Practical Simplifications and Legal Clarifications
Beyond structural reforms, the Digital Omnibus on AI introduces several important simplifications:
- It eases the database registration obligation by exempting AI systems that nominally fall within a high-risk context but perform only minor, procedural or narrowly constrained tasks
- It modifies the post-market monitoring regime, removing the rigid requirement for a harmonised monitoring plan and replacing it with a flexible framework accompanied by future Commission guidance.
- It transforms training obligations for staff operating AI systems into a responsibility of the Commission and Member States to foster AI literacy under Art. 4 AI Act more broadly - avoiding ill-defined employer duties while retaining the political objective.
- It extends regulatory privileges such as simplified documentation, reduced penalty ceilings and lighter quality-management expectations from SMEs to “small mid-caps”, acknowledging that mid-sized companies face similar proportionality issues.
- It introduces a new explicit legal basis (new Art. 4a) allowing providers and deployers - under strict safeguards - to process special categories of personal data for bias detection and correction where no alternative exists.
Importantly, the Digital Omnibus on AI clarifies that providers may, under stringent safeguards, process special categories of personal data for bias detection and correction where no alternative method exists.
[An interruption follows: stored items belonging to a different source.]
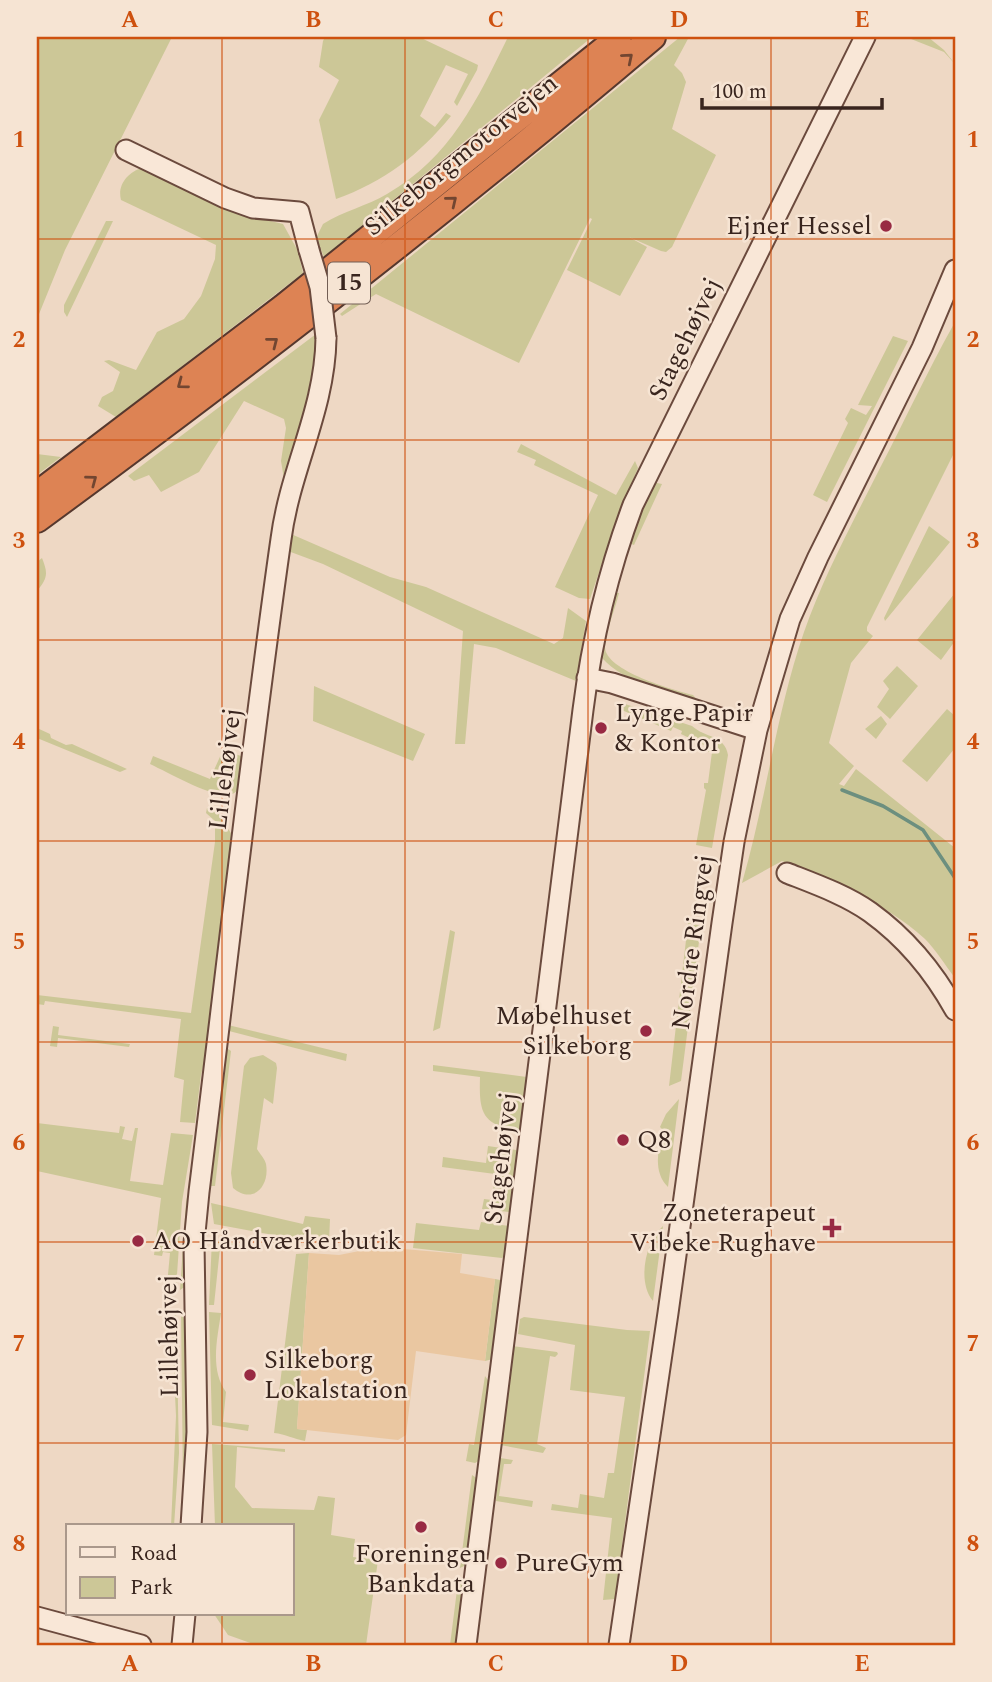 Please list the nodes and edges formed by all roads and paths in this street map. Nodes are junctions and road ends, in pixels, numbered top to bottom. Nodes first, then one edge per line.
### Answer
1 (619, 37) edge
2 (653, 37) edge
3 (865, 37) edge
4 (127, 150) dead end
5 (955, 270) edge
6 (955, 296) edge
7 (922, 348) junction
8 (37, 494) edge
9 (37, 520) edge
10 (587, 678) junction
11 (757, 730) junction
12 (787, 873) dead end
13 (955, 1010) edge
14 (191, 1524) edge
15 (631, 1576) junction
16 (185, 1616) edge
17 (37, 1617) edge
18 (141, 1645) edge
19 (183, 1645) edge
20 (466, 1645) edge
21 (619, 1645) edge
22 (630, 1645) edge

1 -> 8 highway, Silkeborgmotorvejen / 15
9 -> 2 highway, Silkeborgmotorvejen / 15
3 - 10 street, Stagehøjvej
4 - 14 street, Lillehøjvej, bridge
5 - 7 street, Nordre Ringvej
6 - 7 street, Nordre Ringvej
7 - 11 street, Nordre Ringvej
10 - 11 street
10 - 20 street, Stagehøjvej
11 - 15 street, Nordre Ringvej
12 - 13 street
15 - 21 street, Nordre Ringvej
15 - 22 street, Nordre Ringvej
16 - 19 street
17 - 18 street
This introduces a clearer legal basis for bias testing and strengthens responsible AI development while ensuring strict privacy protections.
Enhanced Clarity, Stronger Oversight and a More Manageable Path to Compliance
With the publication of the Digital Omnibus on AI on 19 November 2025, the European Commission has taken a decisive step towards turning Europe’s AI regulatory framework into a coherent, operational and innovation-friendly system.
The Digital Omnibus on AI does not alter the fundamental architecture or protective intent of the AI Act. Instead, it ensures that the Act can be implemented in a predictable, technically feasible and proportionate manner. Companies benefit from clarity, extended timelines and fewer bureaucratic frictions, but they will also face a more centralised and assertive enforcement landscape - especially where general-purpose AI models and large platforms are concerned.
The message is unambiguous: Europe is committed to trustworthy and human-centric AI, but the regulatory framework must also be workable. Organisations that act early—by updating internal governance, engaging with sandboxes and preparing for AI Office oversight—will be best positioned as the AI Act’s full application phase approaches.